Spatial Prioritization and Conservation Planning
摘要
Spatial conservation planning has emerged as a powerful tool that leverages spatial ecology to guide area-based conservation. Systematic conservation planning techniques have advanced rapidly over the past two decades to provide objective, quantitative tools for identifying areas that are most important to reaching conservation targets and those that are most irreplaceable. Here, we provide an overview of modern systematic conservation planning and provide an example with protected area prioritization for mammals in Eswatini. We first describe the history of conservation planning that emerged from the Single Large versus Several Small debate. This debate and related issues, such as the use of species–area relationships for conservation planning, were limited in their scope.

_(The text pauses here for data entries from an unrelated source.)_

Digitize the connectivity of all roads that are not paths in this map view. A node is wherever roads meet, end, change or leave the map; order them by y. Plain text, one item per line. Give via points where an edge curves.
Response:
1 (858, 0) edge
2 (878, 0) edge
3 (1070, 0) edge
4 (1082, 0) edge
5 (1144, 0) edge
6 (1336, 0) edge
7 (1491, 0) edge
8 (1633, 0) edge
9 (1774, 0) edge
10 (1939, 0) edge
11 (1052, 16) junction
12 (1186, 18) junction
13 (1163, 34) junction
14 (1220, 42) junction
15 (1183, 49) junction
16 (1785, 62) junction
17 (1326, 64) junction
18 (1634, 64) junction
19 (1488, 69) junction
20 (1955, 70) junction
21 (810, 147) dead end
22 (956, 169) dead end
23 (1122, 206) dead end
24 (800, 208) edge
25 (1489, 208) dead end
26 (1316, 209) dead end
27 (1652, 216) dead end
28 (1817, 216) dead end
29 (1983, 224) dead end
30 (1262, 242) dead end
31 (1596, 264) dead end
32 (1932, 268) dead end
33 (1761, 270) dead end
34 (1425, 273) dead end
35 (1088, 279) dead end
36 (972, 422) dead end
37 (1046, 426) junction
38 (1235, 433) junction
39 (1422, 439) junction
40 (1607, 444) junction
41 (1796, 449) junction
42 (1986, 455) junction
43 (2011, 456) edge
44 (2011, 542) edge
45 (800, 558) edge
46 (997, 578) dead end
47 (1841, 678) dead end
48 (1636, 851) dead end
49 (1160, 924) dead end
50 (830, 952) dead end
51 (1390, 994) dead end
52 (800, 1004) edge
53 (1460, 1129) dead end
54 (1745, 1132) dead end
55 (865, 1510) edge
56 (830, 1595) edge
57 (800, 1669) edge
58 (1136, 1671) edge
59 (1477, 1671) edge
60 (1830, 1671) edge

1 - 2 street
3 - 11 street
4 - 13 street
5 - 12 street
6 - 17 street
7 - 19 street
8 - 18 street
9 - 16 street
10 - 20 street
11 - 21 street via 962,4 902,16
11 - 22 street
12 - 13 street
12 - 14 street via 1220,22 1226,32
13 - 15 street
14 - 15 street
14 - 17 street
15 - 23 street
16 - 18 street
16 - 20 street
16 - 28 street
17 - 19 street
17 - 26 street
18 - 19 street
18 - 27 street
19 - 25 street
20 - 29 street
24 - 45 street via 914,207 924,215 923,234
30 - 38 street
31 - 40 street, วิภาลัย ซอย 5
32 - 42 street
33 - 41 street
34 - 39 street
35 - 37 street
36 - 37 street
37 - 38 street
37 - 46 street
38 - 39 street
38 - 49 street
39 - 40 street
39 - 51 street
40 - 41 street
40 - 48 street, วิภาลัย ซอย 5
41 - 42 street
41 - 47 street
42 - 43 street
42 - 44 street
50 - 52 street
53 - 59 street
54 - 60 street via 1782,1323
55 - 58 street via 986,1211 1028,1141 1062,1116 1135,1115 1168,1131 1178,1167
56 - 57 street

Modern systematic conservation planning emerged to address some of these limitations and was largely based on the idea of complementarity, where a focus is on how different sites (e.g., protected areas) provide complementary species assemblages to reach over-arching conservation targets. These modern methods also built in the ideas of representation, irreplaceability, adequacy, and vulnerability formally into planning techniques. Several objectives have been recognized, such as the maximum coverage and minimum area (or cost) problems. Our example illustrates how to plan for protected areas, acknowledging different factors in the prioritization process, such as connectivity and edge effects. We end by discussing some increasingly common extensions to planning, such as planning for multiple objectives and climate change.